Eis que Sarney se torna o inimigo público número um! Ele é a vítima perfeita, pelas mesmas razões que Renan Calheiros também era uma excelente presa para os ódios midiáticos. Sarney não tem a simpatia da esquerda porque é um político conservador e tradicionalista. E desde que tornou-se um importante suporte do governo Lula, perdeu também a simpatia das direitas. Restou-lhe a tolerância morna, quase indiferença, do centro político da opinião pública. A campanha midiática contra Sarney, portanto, conseguiu ganhar corpo com imensa facilidade.
Por quê?
1) Por que a mídia tem facilidade de fazer campanha contra qualquer um, sobretudo se apoiar Lula. Se o Papa elogiar Lula, no dia seguinte, encontraremos todos os podres dele estampados nos jornais. Obama, que chamou Lula de "o cara", perdeu a graça junto a mídia. A cobertura da política obamista esfriou repentinamente.

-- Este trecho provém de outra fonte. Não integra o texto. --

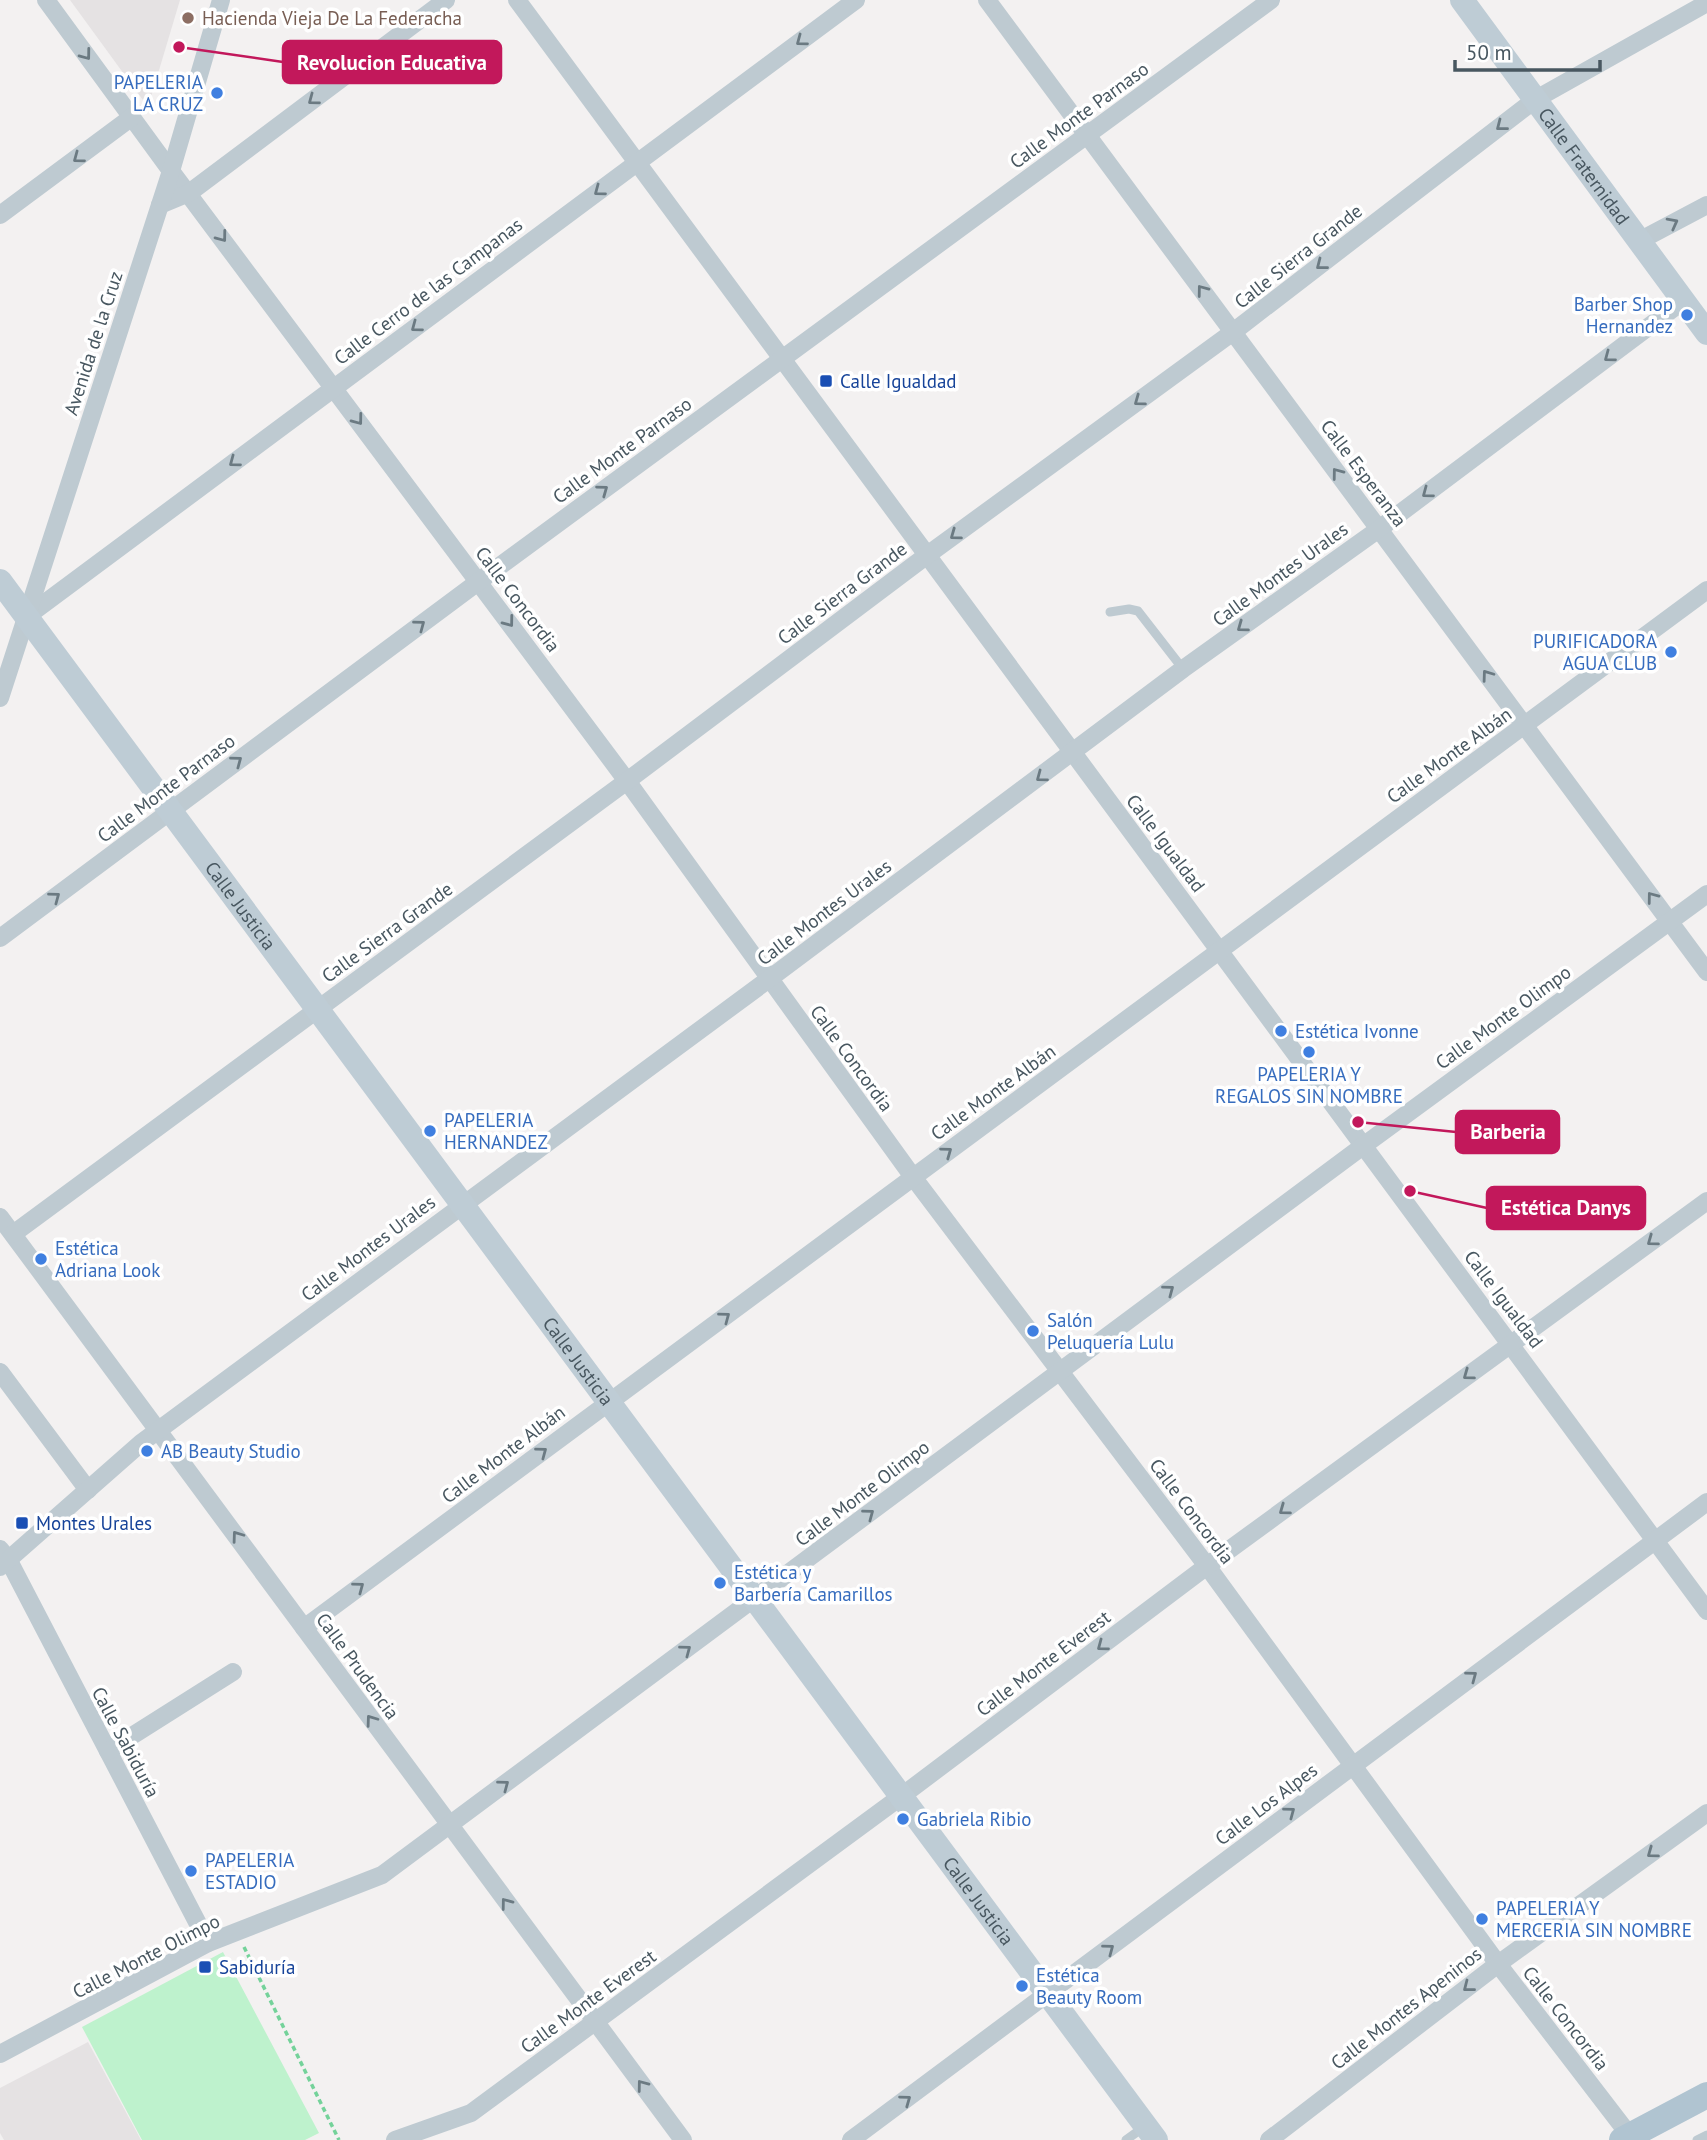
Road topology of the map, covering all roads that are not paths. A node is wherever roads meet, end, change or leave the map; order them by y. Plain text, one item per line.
1 (46, 0) edge
2 (221, 0) edge
3 (446, 0) edge
4 (517, 0) edge
5 (856, 0) edge
6 (987, 0) edge
7 (1271, 0) edge
8 (1462, 0) edge
9 (1707, 3) edge
10 (1536, 99) junction
11 (132, 117) junction
12 (1087, 135) junction
13 (636, 163) junction
14 (171, 171) junction
15 (189, 193) junction
16 (160, 205) junction
17 (1707, 205) edge
18 (0, 215) edge
19 (1639, 241) junction
20 (1683, 301) junction
21 (1233, 332) junction
22 (1707, 333) edge
23 (781, 359) junction
24 (334, 388) junction
25 (1379, 528) junction
26 (926, 556) junction
27 (0, 582) edge
28 (478, 582) junction
29 (1707, 590) edge
30 (1110, 612) dead end
31 (26, 617) junction
32 (1184, 669) junction
33 (0, 698) edge
34 (1524, 725) junction
35 (1073, 754) junction
36 (627, 781) junction
37 (170, 811) junction
38 (1707, 894) edge
39 (1670, 922) junction
40 (0, 938) edge
41 (1220, 950) junction
42 (1707, 972) edge
43 (769, 979) junction
44 (318, 1009) junction
45 (1363, 1146) junction
46 (913, 1177) junction
47 (1707, 1201) edge
48 (463, 1204) junction
49 (0, 1217) edge
50 (13, 1234) junction
51 (1511, 1343) junction
52 (0, 1372) edge
53 (1060, 1372) junction
54 (610, 1402) junction
55 (159, 1430) junction
56 (88, 1490) junction
57 (1707, 1502) edge
58 (1654, 1541) junction
59 (3, 1559) edge
60 (1207, 1566) junction
61 (756, 1598) junction
62 (1707, 1611) edge
63 (304, 1628) junction
64 (233, 1672) dead end
65 (108, 1751) junction
66 (1352, 1766) junction
67 (902, 1795) junction
68 (1707, 1813) edge
69 (449, 1826) junction
70 (208, 1944) junction
71 (1498, 1964) junction
72 (1049, 1994) junction
73 (595, 2023) junction
74 (0, 2054) edge
75 (1707, 2095) edge
76 (1151, 2133) edge
77 (1707, 2135) edge
78 (1626, 2138) edge
79 (395, 2140) edge
80 (683, 2140) edge
81 (851, 2140) edge
82 (1125, 2140) edge
83 (1269, 2140) edge
84 (1697, 2140) edge

1 -> 11 street, Calle Concordia
2 - 14 street, Avenida de la Cruz
3 -> 15 street
4 - 13 street, Calle Igualdad
5 -> 13 street, Calle Cerro de las Campanas
6 - 12 street, Calle Esperanza
7 - 12 street, Calle Monte Parnaso
8 - 10 street, Calle Fraternidad
9 - 10 street, Calle Sierra Grande
10 - 19 street, Calle Fraternidad
10 -> 21 street, Calle Sierra Grande
11 - 14 street, Calle Concordia
11 -> 18 street
21 -> 12 street, Calle Esperanza
12 - 23 street, Calle Monte Parnaso
13 - 23 street, Calle Igualdad
13 -> 24 street, Calle Cerro de las Campanas
14 - 15 street, Calle Concordia
14 - 16 street, Avenida de la Cruz
15 - 16 street
15 -> 24 street, Calle Concordia
16 - 31 street, Avenida de la Cruz
19 -> 17 street
19 - 20 street, Calle Fraternidad
20 - 22 street, Calle Fraternidad
20 -> 25 street, Calle Montes Urales
25 -> 21 street, Calle Esperanza
21 -> 26 street, Calle Sierra Grande
23 - 26 street, Calle Igualdad
28 -> 23 street, Calle Monte Parnaso
24 -> 28 street, Calle Concordia
24 -> 31 street, Calle Cerro de las Campanas
25 -> 32 street, Calle Montes Urales
34 -> 25 street, Calle Esperanza
26 - 35 street, Calle Igualdad
26 - 36 street, Calle Sierra Grande
27 - 31 street, Calle Justicia
28 -> 36 street, Calle Concordia
37 -> 28 street, Calle Monte Parnaso
29 - 34 street, Calle Monte Albán
30 - 32 lane
31 - 33 street, Avenida de la Cruz
31 - 37 street, Calle Justicia
32 - 35 street, Calle Montes Urales
39 -> 34 street, Calle Esperanza
34 - 41 street, Calle Monte Albán
35 - 41 street, Calle Igualdad
35 -> 43 street, Calle Montes Urales
36 - 43 street, Calle Concordia
36 - 44 street, Calle Sierra Grande
40 -> 37 street, Calle Monte Parnaso
37 - 44 street, Calle Justicia
38 - 39 street, Calle Monte Olimpo
39 - 42 street, Calle Esperanza
39 - 45 street, Calle Monte Olimpo
41 - 45 street, Calle Igualdad
46 -> 41 street, Calle Monte Albán
43 - 46 street, Calle Concordia
43 - 48 street, Calle Montes Urales
44 - 48 street, Calle Justicia
44 - 50 street, Calle Sierra Grande
45 - 51 street, Calle Igualdad
53 -> 45 street, Calle Monte Olimpo
46 - 53 street, Calle Concordia
54 -> 46 street, Calle Monte Albán
47 -> 51 street, Calle Monte Everest
48 - 54 street, Calle Justicia
48 - 55 street, Calle Montes Urales
49 - 50 street, Calle Prudencia
50 - 55 street, Calle Prudencia
51 - 58 street, Calle Igualdad
51 -> 60 street, Calle Monte Everest
52 - 56 street
53 - 60 street, Calle Concordia
61 -> 53 street, Calle Monte Olimpo
54 - 61 street, Calle Justicia
63 -> 54 street, Calle Monte Albán
55 - 56 street, Calle Montes Urales
63 -> 55 street, Calle Prudencia
56 - 59 street, Calle Montes Urales
57 - 58 street, Calle Los Alpes
58 - 62 street, Calle Igualdad
66 -> 58 street, Calle Los Alpes
59 - 65 street, Calle Sabiduría
60 - 66 street, Calle Concordia
60 -> 67 street, Calle Monte Everest
61 - 67 street, Calle Justicia
69 -> 61 street, Calle Monte Olimpo
69 -> 63 street, Calle Prudencia
64 - 65 street
65 - 70 street, Calle Sabiduría
66 - 71 street, Calle Concordia
72 -> 66 street, Calle Los Alpes
67 - 72 street, Calle Justicia
67 - 73 street, Calle Monte Everest
68 -> 71 street, Calle Montes Apeninos
69 - 70 street, Calle Monte Olimpo
73 -> 69 street, Calle Prudencia
70 - 74 street, Calle Monte Olimpo
71 - 78 street, Calle Concordia
71 -> 83 street, Calle Montes Apeninos
72 - 76 street, Calle Justicia
81 -> 72 street, Calle Los Alpes
73 - 79 street, Calle Monte Everest
80 -> 73 street, Calle Prudencia
75 - 78 main road
76 - 82 lane
77 - 84 lane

2) Sarney pertence a uma das famílias mais enraizadas na política. Tem centenas, talvez milhares, de parentes e contraparentes e sei lá mais quem trabalhando com política. Achar um sobrinho, um apadrinhado, um amigo-do-filho de Sarney trabalhando em alguma das milhões de sinecuras de Brasília é a coisa mais fácil do mundo. Mas pelo menos a filha do Sarney, Roseana, foi pra rua e elegeu-se pelo voto popular, ao contrário da filha de FHC, que, ao ser flagrada trabalhando "em casa" para o senador Heráclito Fortes, reagiu dizendo que "o Senado é uma bagunça". Essa arrogância, de comer no prato onde se refestelou, é de lascar.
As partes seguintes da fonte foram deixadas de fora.